Master of the stewards for Queen Dowager Elizabeth
- Reign: 1280
- Predecessor: first known
- Successor: Mark Péc
- Died: between 1301 and 1309
- Noble family: gens Hahót
- Spouse: Anne Tengerdi
- Issue: Elizabeth
- Father: Panyit

= James Hahót =

Hungarian noble

James from the kindred Hahót (Hahót nembeli Jakab; died between 1301 and 1309) was a Hungarian noble, who served as Master of the stewards for Queen Dowager Elizabeth in 1280.

==Biography==
James was born into the gens Hahót as the son of notorious criminal Panyit, who became infamous for his violent actions and plundering raids against neighboring estates in the 1250s and 60s. He had a sister, who married Reynold Básztély. James married Anne Tengerdi, a niece of Bishop Theodore Tengerdi. They had a daughter Elizabeth, spouse of George Zákányi.

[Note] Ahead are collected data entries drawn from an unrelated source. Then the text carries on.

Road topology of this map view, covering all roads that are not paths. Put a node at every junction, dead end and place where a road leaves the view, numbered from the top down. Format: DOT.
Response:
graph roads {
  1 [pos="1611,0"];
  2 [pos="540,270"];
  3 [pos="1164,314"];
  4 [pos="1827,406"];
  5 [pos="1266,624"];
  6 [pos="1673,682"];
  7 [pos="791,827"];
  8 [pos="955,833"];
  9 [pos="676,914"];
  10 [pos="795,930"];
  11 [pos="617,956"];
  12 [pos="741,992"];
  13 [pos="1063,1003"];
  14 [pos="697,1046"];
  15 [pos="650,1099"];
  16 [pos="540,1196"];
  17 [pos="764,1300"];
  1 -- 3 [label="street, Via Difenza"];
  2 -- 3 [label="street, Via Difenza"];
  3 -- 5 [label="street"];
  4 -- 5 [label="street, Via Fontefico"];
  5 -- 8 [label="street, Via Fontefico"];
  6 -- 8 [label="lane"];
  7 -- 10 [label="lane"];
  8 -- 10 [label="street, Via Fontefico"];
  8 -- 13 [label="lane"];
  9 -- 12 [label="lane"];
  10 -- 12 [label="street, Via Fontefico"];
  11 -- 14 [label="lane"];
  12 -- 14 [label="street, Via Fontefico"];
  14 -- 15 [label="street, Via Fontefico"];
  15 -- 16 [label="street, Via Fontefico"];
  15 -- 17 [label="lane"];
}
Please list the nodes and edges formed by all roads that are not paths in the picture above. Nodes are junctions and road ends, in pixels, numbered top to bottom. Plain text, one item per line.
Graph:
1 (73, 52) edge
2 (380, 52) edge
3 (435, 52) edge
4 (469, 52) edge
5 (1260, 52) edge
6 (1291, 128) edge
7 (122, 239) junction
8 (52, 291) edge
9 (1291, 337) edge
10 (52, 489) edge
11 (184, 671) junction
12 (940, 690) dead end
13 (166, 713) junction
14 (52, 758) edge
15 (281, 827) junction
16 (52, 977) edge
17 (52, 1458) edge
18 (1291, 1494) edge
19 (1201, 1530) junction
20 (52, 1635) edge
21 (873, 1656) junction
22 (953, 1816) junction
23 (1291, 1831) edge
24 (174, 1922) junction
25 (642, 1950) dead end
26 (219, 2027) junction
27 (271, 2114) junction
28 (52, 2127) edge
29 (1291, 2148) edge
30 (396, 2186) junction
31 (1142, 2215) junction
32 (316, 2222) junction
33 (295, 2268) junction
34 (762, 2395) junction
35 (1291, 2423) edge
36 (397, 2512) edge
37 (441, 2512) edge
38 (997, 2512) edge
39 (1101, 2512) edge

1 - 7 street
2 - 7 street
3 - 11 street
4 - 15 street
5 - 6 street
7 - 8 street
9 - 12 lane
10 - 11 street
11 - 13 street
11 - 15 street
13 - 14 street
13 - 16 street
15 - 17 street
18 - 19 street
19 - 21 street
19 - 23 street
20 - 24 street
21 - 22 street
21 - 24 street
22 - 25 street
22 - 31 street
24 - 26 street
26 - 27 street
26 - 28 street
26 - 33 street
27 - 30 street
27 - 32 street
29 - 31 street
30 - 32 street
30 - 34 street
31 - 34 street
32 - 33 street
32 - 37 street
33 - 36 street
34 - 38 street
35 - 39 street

He was first mentioned by a contemporary record in 1267. During his youth, James took part in his father's raiding campaigns against the surrounding lands in Zala County. For instance, he was present when the Hahót troops pestered and invaded the adjacent estates in June 1269, and brutally murdered local noble Gregory Andi and his son.

After the death of Stephen V of Hungary, James joined the court of Queen Dowager Elizabeth the Cuman, who served as de jure Regent for his minor son, Ladislaus IV of Hungary until 1277. After that Elizabeth became Duchess of Macsó and Bosnia, and ruled over the southern territories. In her service, James successfully besieged and captured the forts Novak in Virovitica County and Páka in Požega County in the spring of 1280. The enemy's identity and the circumstances are uncertain, nevertheless the siege occurred, when Philip, Bishop of Fermo, the papal legate arrived to Hungary, causing a civil disorder between Ladislaus IV and some magnates. For his merits, James was appointed Master of the stewards in the court of Elizabeth around May 1280.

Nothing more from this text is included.